Ils flânèrent dans le jardin une bonne partie de l'après-midi. Puis, ils rentrèrent et Buck se rendit compte qu'il était heureux pour la première fois de sa vie. Eddie avait un tel pouvoir sur lui.
Il savait qu'il ne pourrait jamais le quitter, pas s'il ne le lui demandait pas lui-même.
– Est-ce que... Est-ce que tu accepterais de poser pour moi ? s'enquit-il nerveusement.
– Moi ? s'étonna-t-il.
– J'aimerais beaucoup te dessiner, je... Enfin, si tu veux.
– Tu me demandes vraiment de poser pour toi ?
– Si ça ne te dérange pas bien sûr.
– Non, bien sûr que non, affirma-t-il. Je crois que je suis surtout flatté. Je serai vraiment honoré, Buck.
Buck sentit une bouffée d'amour le submerger.
Arrivés chez lui, il alla récupérer une feuille à dessin et un fusain, remit par le centre communautaire contre la promesse de donner des cours de dessin gratuit en septembre. Buck se rendit soudain compte qu'il s'installait dans sa vie et qu'il faisait des projets depuis des semaines déjà.
Il comptait rester pour de bon et même si sa dispute avec Ann n'avait en rien influé sur sa décision, elle serait sans doute ravie de l'apprendre. Mais Buck n'était pas encore prêt à lui parler.
Il était encore agacé par son ingérence dans sa vie.
Même s'il n'y avait rien de nouveau de ce côté-là, Ann était comme ça depuis le jour de leur rencontre, mais cette fois elle avait dépassé les bornes.
– Alors où je me mets et qu'est-ce que je dois faire ? demanda Eddie en le voyant revenir.

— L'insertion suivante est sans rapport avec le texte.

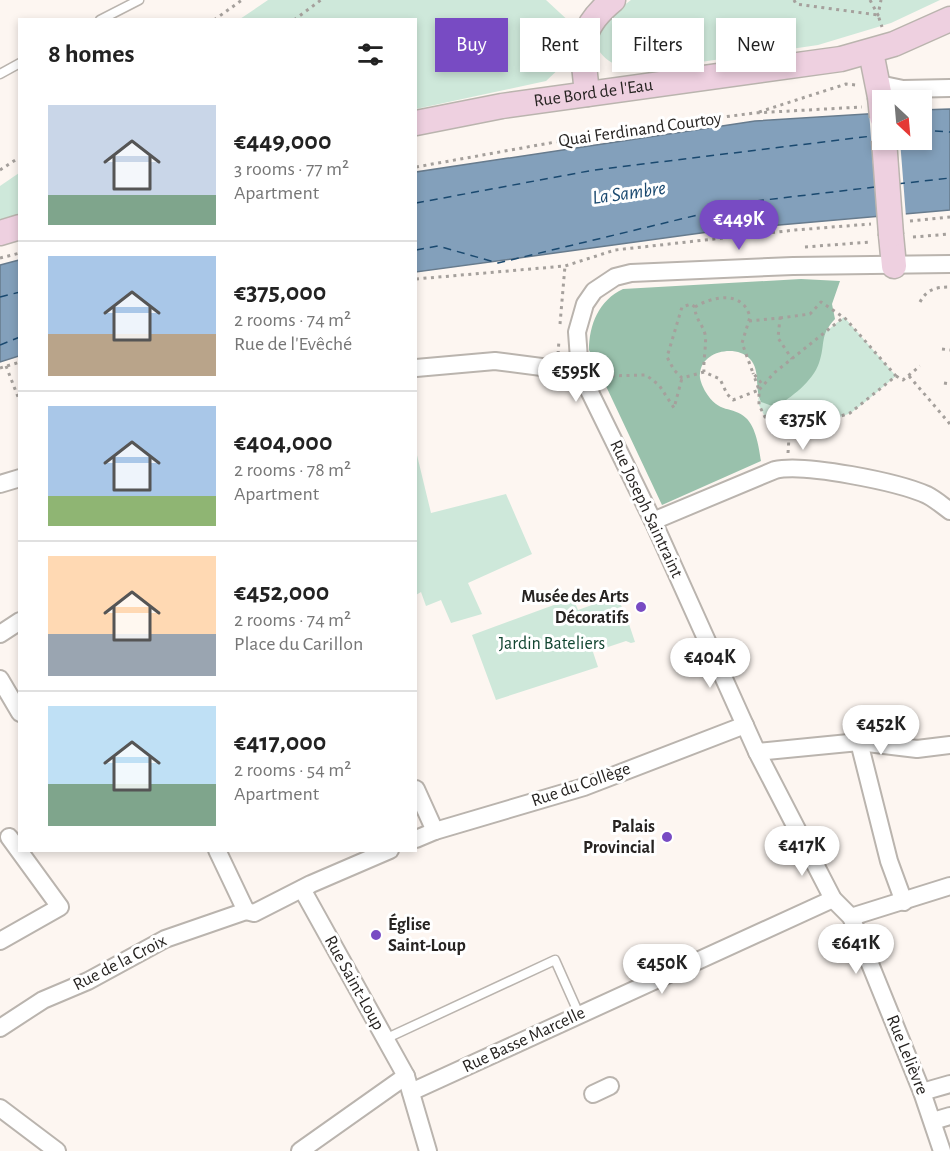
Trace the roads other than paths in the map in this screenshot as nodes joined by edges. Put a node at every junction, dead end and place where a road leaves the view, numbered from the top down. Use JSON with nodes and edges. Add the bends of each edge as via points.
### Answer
{"nodes":[{"id":1,"x":139,"y":0,"type":"edge"},
{"id":2,"x":613,"y":0,"type":"edge"},
{"id":3,"x":104,"y":18,"type":"edge"},
{"id":4,"x":950,"y":19,"type":"edge"},
{"id":5,"x":871,"y":52,"type":"junction"},
{"id":6,"x":18,"y":64,"type":"edge"},
{"id":7,"x":0,"y":74,"type":"edge"},
{"id":8,"x":950,"y":88,"type":"edge"},
{"id":9,"x":873,"y":90,"type":"edge"},
{"id":10,"x":900,"y":90,"type":"edge"},
{"id":11,"x":587,"y":94,"type":"junction"},
{"id":12,"x":417,"y":123,"type":"edge"},
{"id":13,"x":885,"y":150,"type":"edge"},
{"id":14,"x":18,"y":228,"type":"edge"},
{"id":15,"x":0,"y":233,"type":"edge"},
{"id":16,"x":950,"y":264,"type":"edge"},
{"id":17,"x":894,"y":266,"type":"junction"},
{"id":18,"x":417,"y":368,"type":"edge"},
{"id":19,"x":580,"y":372,"type":"junction"},
{"id":20,"x":18,"y":478,"type":"edge"},
{"id":21,"x":0,"y":484,"type":"edge"},
{"id":22,"x":950,"y":511,"type":"edge"},
{"id":23,"x":654,"y":521,"type":"junction"},
{"id":24,"x":18,"y":622,"type":"edge"},
{"id":25,"x":0,"y":634,"type":"edge"},
{"id":26,"x":0,"y":679,"type":"edge"},
{"id":27,"x":18,"y":710,"type":"edge"},
{"id":28,"x":745,"y":725,"type":"junction"},
{"id":29,"x":859,"y":742,"type":"junction"},
{"id":30,"x":950,"y":746,"type":"edge"},
{"id":31,"x":757,"y":752,"type":"junction"},
{"id":32,"x":417,"y":791,"type":"edge"},
{"id":33,"x":435,"y":831,"type":"junction"},
{"id":34,"x":417,"y":839,"type":"edge"},
{"id":35,"x":21,"y":852,"type":"edge"},
{"id":36,"x":218,"y":852,"type":"edge"},
{"id":37,"x":385,"y":852,"type":"edge"},
{"id":38,"x":950,"y":886,"type":"edge"},
{"id":39,"x":302,"y":889,"type":"junction"},
{"id":40,"x":833,"y":899,"type":"junction"},
{"id":41,"x":904,"y":902,"type":"junction"},
{"id":42,"x":246,"y":911,"type":"junction"},
{"id":43,"x":851,"y":917,"type":"junction"},
{"id":44,"x":0,"y":941,"type":"edge"},
{"id":45,"x":579,"y":1014,"type":"junction"},
{"id":46,"x":0,"y":1028,"type":"edge"},
{"id":47,"x":385,"y":1039,"type":"junction"},
{"id":48,"x":408,"y":1084,"type":"junction"},
{"id":49,"x":950,"y":1084,"type":"edge"},
{"id":50,"x":610,"y":1086,"type":"dead end"},
{"id":51,"x":922,"y":1092,"type":"junction"},
{"id":52,"x":593,"y":1094,"type":"dead end"},
{"id":53,"x":0,"y":1108,"type":"edge"},
{"id":54,"x":950,"y":1116,"type":"edge"},
{"id":55,"x":933,"y":1121,"type":"junction"},
{"id":56,"x":57,"y":1151,"type":"edge"},
{"id":57,"x":300,"y":1151,"type":"edge"},
{"id":58,"x":428,"y":1151,"type":"edge"},
{"id":59,"x":942,"y":1151,"type":"edge"}],
"edges":[{"from":1,"to":3,"type":"lane"},
{"from":2,"to":11,"type":"main road","via":[[593,17],[586,31]]},
{"from":4,"to":5,"type":"main road","name":"Rue Bord de l'Eau"},
{"from":5,"to":9,"type":"main road"},
{"from":5,"to":11,"type":"main road","name":"Rue Bord de l'Eau"},
{"from":6,"to":7,"type":"lane"},
{"from":8,"to":10,"type":"street"},
{"from":11,"to":12,"type":"main road","name":"Rue Bord de l'Eau"},
{"from":13,"to":17,"type":"main road","bridge":true},
{"from":14,"to":15,"type":"main road"},
{"from":16,"to":17,"type":"street","name":"Rue Joseph Saintraint"},
{"from":17,"to":19,"type":"street","name":"Rue Joseph Saintraint","via":[[793,266],[631,273],[615,277],[594,291],[585,304],[577,332]]},
{"from":18,"to":19,"type":"street","via":[[495,361]]},
{"from":19,"to":23,"type":"street","name":"Rue Joseph Saintraint"},
{"from":20,"to":21,"type":"street"},
{"from":22,"to":23,"type":"street","via":[[913,491],[787,467]]},
{"from":23,"to":28,"type":"street","name":"Rue Joseph Saintraint"},
{"from":24,"to":25,"type":"street"},
{"from":26,"to":27,"type":"street"},
{"from":28,"to":31,"type":"street","name":"Rue Joseph Saintraint"},
{"from":28,"to":33,"type":"street","name":"Rue du Collège","via":[[584,787]]},
{"from":29,"to":30,"type":"street","via":[[917,749]]},
{"from":29,"to":31,"type":"street"},
{"from":29,"to":41,"type":"street","via":[[889,861]]},
{"from":31,"to":40,"type":"street","name":"Rue Joseph Saintraint"},
{"from":32,"to":33,"type":"street"},
{"from":33,"to":34,"type":"street","name":"Rue du Collège"},
{"from":35,"to":44,"type":"street","via":[[60,907]]},
{"from":36,"to":42,"type":"street"},
{"from":37,"to":39,"type":"street"},
{"from":38,"to":41,"type":"street"},
{"from":39,"to":42,"type":"street","name":"Rue de la Croix","via":[[254,913]]},
{"from":39,"to":47,"type":"street","name":"Rue Saint-Loup","via":[[354,993]]},
{"from":40,"to":43,"type":"street","name":"Rue Lelièvre"},
{"from":40,"to":45,"type":"street","name":"Rue Basse Marcelle"},
{"from":41,"to":43,"type":"street"},
{"from":42,"to":46,"type":"street","name":"Rue de la Croix","via":[[165,939],[44,1000]]},
{"from":43,"to":51,"type":"street","name":"Rue Lelièvre"},
{"from":45,"to":47,"type":"lane","via":[[555,960]]},
{"from":45,"to":48,"type":"street","name":"Rue Basse Marcelle","via":[[477,1061]]},
{"from":47,"to":48,"type":"street","name":"Rue Saint-Loup"},
{"from":48,"to":57,"type":"street","name":"Rue Basse Marcelle"},
{"from":48,"to":58,"type":"street","name":"Rue Saint-Loup"},
{"from":49,"to":51,"type":"street"},
{"from":50,"to":52,"type":"street"},
{"from":51,"to":55,"type":"street","name":"Rue Lelièvre"},
{"from":53,"to":56,"type":"street"},
{"from":54,"to":55,"type":"street"},
{"from":55,"to":59,"type":"street","name":"Rue Lelièvre"}]}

Il se tourna sur lui-même ne sachant pas trop quoi faire de lui.
Et c'était si adorable que Buck posa son matériel de dessin sur la table bancale et vint le rejoindre prestement pour l'embrasser. Eddie enroula ses bras autour de lui, souriant tendrement dans le baiser.
– Je croyais que tu voulais me dessiner, le taquina-t-il.
– Je veux toujours te dessiner, lui promit-il. Mais, je crois que le dessin peut attendre, je crois que je suis prêt à avancer Eddie, à avancer avec toi.
– On avance, Buck, le rassura-t-il. Un pas à la fois, et à ton rythme, je te suis.
– Alors suis-moi, souffla-t-il en le regardant droit dans les yeux.
Il retira son t-shirt et l'embrassa de nouveau sentant les mains caleuses d'Eddie caresser la peau nue de son dos.
Il le fit reculer jusqu'au canapé et vint le rejoindre en l'embrassant.
– Tu es sûr ? s'inquiéta-t-il de nouveau.
– Je suis sûr, Eddie. Je veux avancer dans notre relation, et j'en ai envie depuis des semaines.
– Moi aussi pour être honnête, rit-il.
Et s'embrassèrent de nouveau tendrement.
– Eddie ? se dégagea-t-il soudain. Ne me fais pas de mal, s'il te plait.
Eddie passa sa main dans ses cheveux et effleura sa tâche de naissance, avant de le forcer à affronter son regard.
– Plus jamais, je ne laisserai qui que ce soit te faire du mal, souffla-t-il. Et surtout pas moi. Tu mérites tout ce qu'il y a de plus beau et de meilleur dans ce monde, Buck. Et je vais m'évertuer à faire en sorte que tu as tout ce dont tu as besoin pour être heureux.
– Embrasse-moi Eddie, le supplia-t-il. Embrasse-moi et fais-moi l'amour, s'il te plait.
– Tout ce que tu veux cariño, tout ce que tu veux.
Eddie déposa ses mains de chaque côté de son visage et il l'embrassa avec passion. Buck enroula ses bras autour de son cou, prolongeant le baiser jusqu'à ce qu'ils soient tous les deux obligés de se séparer pour reprendre leur souffle.
– Je t'aime Buck, souffla-t-il. Tellement.
– Je crois que je t'aime aussi, Eddie.
Eddie se contenta de sourire avant de le ramener sur ses lèvres.